Tata Consultancy Services (TCS) reported first quarter 2010-11 revenue of $1,794 million, which implies 6.41% sequential growth. Revenue growth in the first quarter in constant currency terms was higher at 7.3%?the difference is on account of the depreciation of the sterling and euro against the US dollar. The management commented that the deal pipeline was very robust and discretionary spending by clients was increasing. The proportion of deals in the pipeline that was of discretionary nature had gone up, according to the management. TCS won ten large deals [all from verticals other than BFSI (banking, financial services and insurance)] in first quarter and is chasing another 15 large deals. Also, the management expects to see an increase in pricing by the year end.
Strong volume growth: TCS recorded a solid volume growth of 8.1% sequentially in Q1, driven by broad-based growth across verticals and geographies. Four of nine verticals, including telecom?which had seen sharp decline in the recent past?registered double-digit growth in the quarter. BFSI (4.3% QoQ), telecom (10.8% QoQ) and retail (7.4% QoQ) contributed the most towards incremental growth. Among geographies, growth was seen in Europe?both in the UK (8.1%) and in continental Europe (1.2%). The US (8.4% QoQ) contributed to the bulk of incremental growth.
Margin decline limited: Ebitda margins surprised with only a 60 basis points decline sequentially despite a 10% increase in salary costs. A reduction in bad debts and provisions and in R&D expenses helped partly offset the impact of wage hikes and cross- currency movement. The management appeared confident that they it could maintain Ebit margins above 27%. Ebit margin decline was lower at 36 basis points due to 3.3% QoQ reduction in depreciation.
Utilisation increases: Utilisation improved 50 basis points QoQ to 74.8% on account of strong volume growth and lower net addition sequentially. Net additions were 3,271 in Q1 compared with 10,775 in the previous quarter. Attrition for TCS (standalone) increased from 13.9% to 17.5% sequentially. Net profit fell by 4.5% sequentially in Q1 to Rs 1,844 crore on account of a higher tax rate.

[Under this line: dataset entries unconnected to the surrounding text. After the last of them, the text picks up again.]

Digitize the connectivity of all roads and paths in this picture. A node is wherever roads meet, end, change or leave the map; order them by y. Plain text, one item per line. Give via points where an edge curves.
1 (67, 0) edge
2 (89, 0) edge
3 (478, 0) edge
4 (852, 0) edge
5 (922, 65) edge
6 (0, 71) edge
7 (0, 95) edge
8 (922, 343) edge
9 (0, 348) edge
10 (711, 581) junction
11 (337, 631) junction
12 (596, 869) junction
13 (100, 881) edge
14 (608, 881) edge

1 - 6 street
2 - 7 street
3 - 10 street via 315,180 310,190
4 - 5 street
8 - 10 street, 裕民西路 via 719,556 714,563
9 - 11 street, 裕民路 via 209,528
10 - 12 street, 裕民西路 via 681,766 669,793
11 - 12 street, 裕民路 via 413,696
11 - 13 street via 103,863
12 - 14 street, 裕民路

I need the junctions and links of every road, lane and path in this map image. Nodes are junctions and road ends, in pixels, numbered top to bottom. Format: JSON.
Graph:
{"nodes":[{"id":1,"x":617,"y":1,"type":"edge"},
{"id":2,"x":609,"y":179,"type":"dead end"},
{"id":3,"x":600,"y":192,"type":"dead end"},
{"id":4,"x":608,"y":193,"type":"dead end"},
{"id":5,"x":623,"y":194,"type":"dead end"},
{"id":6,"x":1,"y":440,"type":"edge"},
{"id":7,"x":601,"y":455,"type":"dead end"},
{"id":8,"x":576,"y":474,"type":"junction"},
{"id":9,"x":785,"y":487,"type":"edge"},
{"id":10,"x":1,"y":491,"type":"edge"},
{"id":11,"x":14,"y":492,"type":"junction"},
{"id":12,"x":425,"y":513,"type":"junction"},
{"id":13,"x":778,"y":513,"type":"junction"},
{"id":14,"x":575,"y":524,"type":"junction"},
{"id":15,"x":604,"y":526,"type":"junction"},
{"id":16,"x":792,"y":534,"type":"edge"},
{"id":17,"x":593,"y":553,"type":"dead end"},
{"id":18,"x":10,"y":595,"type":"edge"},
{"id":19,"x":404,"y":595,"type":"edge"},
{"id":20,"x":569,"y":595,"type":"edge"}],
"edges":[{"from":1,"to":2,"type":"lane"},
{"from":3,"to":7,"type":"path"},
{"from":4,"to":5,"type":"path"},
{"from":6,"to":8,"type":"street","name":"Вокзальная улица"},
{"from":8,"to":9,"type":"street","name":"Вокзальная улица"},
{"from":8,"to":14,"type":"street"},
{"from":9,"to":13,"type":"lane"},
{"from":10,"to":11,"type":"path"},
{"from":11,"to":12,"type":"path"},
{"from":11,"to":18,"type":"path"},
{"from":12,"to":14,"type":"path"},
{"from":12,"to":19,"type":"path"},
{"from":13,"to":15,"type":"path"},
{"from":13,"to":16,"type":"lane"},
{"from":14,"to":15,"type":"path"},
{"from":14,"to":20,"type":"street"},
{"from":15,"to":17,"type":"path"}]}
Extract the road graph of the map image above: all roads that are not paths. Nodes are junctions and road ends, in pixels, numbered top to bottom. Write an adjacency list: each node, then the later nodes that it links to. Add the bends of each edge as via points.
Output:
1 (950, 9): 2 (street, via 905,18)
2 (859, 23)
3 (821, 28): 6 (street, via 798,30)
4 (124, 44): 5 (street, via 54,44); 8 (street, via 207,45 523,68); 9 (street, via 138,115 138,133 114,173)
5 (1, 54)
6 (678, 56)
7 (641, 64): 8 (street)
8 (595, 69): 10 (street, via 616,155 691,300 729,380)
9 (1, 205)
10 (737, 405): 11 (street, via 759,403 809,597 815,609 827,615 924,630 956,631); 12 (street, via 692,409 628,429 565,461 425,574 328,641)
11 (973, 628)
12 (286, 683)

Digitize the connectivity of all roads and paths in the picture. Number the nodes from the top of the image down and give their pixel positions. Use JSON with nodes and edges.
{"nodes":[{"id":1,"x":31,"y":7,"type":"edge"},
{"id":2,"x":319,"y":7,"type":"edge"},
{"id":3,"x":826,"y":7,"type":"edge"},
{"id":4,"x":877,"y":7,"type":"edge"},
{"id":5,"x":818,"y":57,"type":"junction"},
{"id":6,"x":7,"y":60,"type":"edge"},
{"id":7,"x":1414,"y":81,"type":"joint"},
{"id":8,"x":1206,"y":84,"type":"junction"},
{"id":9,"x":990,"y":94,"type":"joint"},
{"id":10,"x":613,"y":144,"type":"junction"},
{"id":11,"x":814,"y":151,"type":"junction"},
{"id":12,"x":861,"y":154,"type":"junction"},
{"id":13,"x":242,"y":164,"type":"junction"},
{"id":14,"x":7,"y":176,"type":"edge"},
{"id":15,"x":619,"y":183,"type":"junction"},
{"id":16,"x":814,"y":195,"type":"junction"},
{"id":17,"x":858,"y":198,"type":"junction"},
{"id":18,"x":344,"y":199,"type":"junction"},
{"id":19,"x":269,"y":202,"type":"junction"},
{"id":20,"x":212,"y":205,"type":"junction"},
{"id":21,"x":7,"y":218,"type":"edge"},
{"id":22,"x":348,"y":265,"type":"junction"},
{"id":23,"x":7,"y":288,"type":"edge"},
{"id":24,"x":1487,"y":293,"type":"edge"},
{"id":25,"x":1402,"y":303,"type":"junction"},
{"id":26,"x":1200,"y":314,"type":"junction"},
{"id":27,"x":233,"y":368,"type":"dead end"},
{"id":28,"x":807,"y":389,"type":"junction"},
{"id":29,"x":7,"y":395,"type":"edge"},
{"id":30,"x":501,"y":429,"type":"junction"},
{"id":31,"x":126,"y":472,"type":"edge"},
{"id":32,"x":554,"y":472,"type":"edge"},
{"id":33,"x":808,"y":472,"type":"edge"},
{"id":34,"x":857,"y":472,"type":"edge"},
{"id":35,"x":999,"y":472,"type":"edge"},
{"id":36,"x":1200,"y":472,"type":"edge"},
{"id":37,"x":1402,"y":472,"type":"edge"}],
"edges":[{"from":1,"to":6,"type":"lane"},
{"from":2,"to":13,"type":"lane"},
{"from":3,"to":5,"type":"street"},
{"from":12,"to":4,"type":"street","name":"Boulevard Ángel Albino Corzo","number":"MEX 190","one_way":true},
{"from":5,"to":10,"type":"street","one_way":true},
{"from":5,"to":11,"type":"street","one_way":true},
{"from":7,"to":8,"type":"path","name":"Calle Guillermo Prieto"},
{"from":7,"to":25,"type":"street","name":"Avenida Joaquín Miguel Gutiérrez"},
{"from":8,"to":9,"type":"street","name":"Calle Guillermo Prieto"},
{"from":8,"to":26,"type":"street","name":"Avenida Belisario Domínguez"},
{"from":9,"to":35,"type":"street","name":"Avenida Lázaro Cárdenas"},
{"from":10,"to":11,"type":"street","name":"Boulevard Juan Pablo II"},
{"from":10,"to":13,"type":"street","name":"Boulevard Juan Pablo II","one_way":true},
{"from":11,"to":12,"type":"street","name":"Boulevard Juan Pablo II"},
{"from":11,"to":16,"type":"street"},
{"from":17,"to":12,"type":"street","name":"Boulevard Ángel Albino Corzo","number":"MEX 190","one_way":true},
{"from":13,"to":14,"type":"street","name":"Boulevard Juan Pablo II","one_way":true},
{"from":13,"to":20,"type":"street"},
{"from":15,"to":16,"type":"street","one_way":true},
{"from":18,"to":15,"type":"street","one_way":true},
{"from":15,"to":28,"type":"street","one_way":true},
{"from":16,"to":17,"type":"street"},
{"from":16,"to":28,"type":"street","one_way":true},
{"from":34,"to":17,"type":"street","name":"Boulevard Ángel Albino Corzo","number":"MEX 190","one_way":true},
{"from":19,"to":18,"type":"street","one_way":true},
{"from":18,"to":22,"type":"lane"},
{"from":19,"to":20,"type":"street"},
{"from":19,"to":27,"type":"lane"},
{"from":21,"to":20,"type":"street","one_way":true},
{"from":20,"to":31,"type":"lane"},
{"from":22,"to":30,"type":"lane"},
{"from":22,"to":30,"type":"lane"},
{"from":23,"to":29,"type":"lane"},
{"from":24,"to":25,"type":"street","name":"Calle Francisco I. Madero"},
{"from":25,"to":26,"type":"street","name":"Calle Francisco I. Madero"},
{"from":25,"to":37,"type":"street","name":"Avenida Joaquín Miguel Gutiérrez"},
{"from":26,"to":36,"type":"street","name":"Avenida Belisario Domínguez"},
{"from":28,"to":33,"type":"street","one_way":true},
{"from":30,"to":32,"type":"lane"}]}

We have slightly raised our revenue growth (in dollars) estimate in FY11 to 23% from 22% on the back of the strong volume growth seen in Q1. Our margin estimates are higher in FY11, again on account of the better-than-expected margin performance in Q1. We have increased the tax rate forecast for FY12 to 24% in line with management guidance. As a result of these changes, our EPS (earnings per share) estimates for FY11 and FY12 increase by 7.8% and 3.5%, respectively.
Reiterate Neutral: We maintain a Neutral rating on TCS as we see limited upside in the stock. We believe there is less likelihood of a positive surprise in volume growth or margins, going forward. Our price target increases to Rs 890 from Rs 860, primarily on account of higher near term margin estimates.
Our revised 12-month price target of Rs 890 is based on a DCF (discounted cash flow) calculation, assuming a terminal growth rate of 5% and an 11% cost of equity in rupee terms.
Downside risks include a sharp appreciation of the rupee against the US dollar and a double-dip recession in the US. Upside risks include an increase in discretionary spending by clients, fuelled by a higher-than-expected economic growth in the US and Europe.